Records supplied Block Start

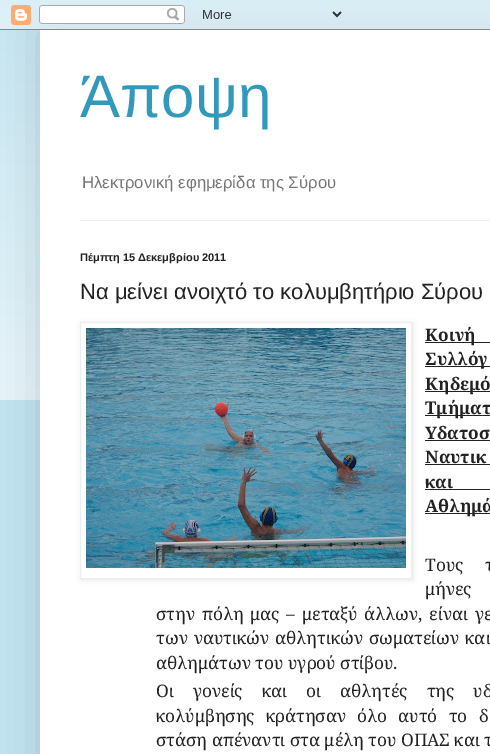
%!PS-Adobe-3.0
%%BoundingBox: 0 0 490 754
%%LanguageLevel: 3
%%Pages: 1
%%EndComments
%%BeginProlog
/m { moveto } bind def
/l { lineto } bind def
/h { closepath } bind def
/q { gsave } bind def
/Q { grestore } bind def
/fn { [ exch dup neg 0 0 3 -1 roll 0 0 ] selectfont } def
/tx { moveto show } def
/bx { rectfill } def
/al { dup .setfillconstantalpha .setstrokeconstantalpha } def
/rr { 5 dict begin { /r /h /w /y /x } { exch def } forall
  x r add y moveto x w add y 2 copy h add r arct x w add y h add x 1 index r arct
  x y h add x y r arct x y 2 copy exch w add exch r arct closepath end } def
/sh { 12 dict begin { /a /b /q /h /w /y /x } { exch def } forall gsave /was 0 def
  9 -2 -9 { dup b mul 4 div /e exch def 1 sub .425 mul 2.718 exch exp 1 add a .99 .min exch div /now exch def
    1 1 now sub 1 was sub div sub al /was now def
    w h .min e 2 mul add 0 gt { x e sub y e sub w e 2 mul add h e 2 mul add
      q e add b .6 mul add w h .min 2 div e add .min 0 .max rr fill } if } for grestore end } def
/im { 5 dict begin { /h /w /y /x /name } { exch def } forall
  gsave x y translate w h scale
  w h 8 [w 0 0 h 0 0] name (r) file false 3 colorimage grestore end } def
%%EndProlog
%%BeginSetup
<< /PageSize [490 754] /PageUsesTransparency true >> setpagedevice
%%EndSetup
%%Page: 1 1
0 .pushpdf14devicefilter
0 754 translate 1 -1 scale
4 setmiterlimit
0.761 0.894 0.945 setrgbcolor
0 0 490 754 bx
(image1.raw) 0 10 490 390 im
0 setgray
40 30 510 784 0 20 0.15 sh
(image0.raw) 0 0 490 30 im
1 setgray
40 30 450 724 bx
/LiberationSans-Regular 60 fn
0.2 0.6 0.733 setrgbcolor
(Άποψη) 80 117 tx
/LiberationSans-Regular 16.75 fn
0.467 setgray
(Ηλεκτρονική εφημερίδα της Σύρου) 82 188 tx
0.933 setgray
80 220 410 1 bx
/LiberationSans-Bold 11 fn
0.133 setgray
(Πέμπτη 15 Δεκεμβρίου 2011) 80 261 tx
/LiberationSans-Regular 22 fn
(Nα μείνει ανοιχτό το κολυμβητήριο Σύρου) 80 299 tx
q
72 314 m 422 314 l 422 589 l 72 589 l h 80 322 m 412 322 l 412 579 l 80 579 l h eoclip newpath
0 setgray
81 323 332 257 0 2.5 0.1 sh
Q
0.933 setgray
80.5 322.5 331 256 rectstroke
(image2.raw) 86 328 320 240 im
0.133 setgray
425 342 65 1 bx
/NotoSerif-Bold 17.3 fn
425 341 m 14 0 32 (Κοινή) widthshow
425 366 65 1 bx
425 365 m 27 0 32 (Συλλόγ) widthshow
425 391 65 1 bx
425 390 m 24 0 32 (Κηδεμό) widthshow
425 415 65 1 bx
(Τμήματ) 425 414 tx
(Υδατοσ) 425 439 tx
425 440 65 1 bx
425 463 m 9 0 32 (Ναυτικ) widthshow
425 464 65 1 bx
425 488 m 49 0 32 (και) widthshow
425 489 65 1 bx
425 513 65 1 bx
(Αθλημά) 425 512 tx
/NotoSerif-Regular 17.3 fn
425 571 m 17 0 32 (Τους τ) widthshow
425 595 m 33 0 32 (μήνες) widthshow
156 620 m 2.25 0 32 (στην πόλη μας – μεταξύ άλλων, είναι γε) widthshow
156 644 m 1.5 0 32 (των ναυτικών αθλητικών σωματείων και) widthshow
(αθλημάτων του υγρού στίβου.) 156 669 tx
156 697 m 14.5 0 32 (Οι γονείς και οι αθλητές της υδ) widthshow
156 722 m 6.75 0 32 (κολύμβησης κράτησαν όλο αυτό το δ) widthshow
(στάση απέναντι στα μέλη του ΟΠΑΣ και τ) 156 746 tx
.poppdf14devicefilter showpage
%%EOF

Records supplied Block End

From the data above, copy every line where "arct" appears.

• **Answer section**:
  x r add y moveto x w add y 2 copy h add r arct x w add y h add x 1 index r arct
  x y h add x y r arct x y 2 copy exch w add exch r arct closepath end } def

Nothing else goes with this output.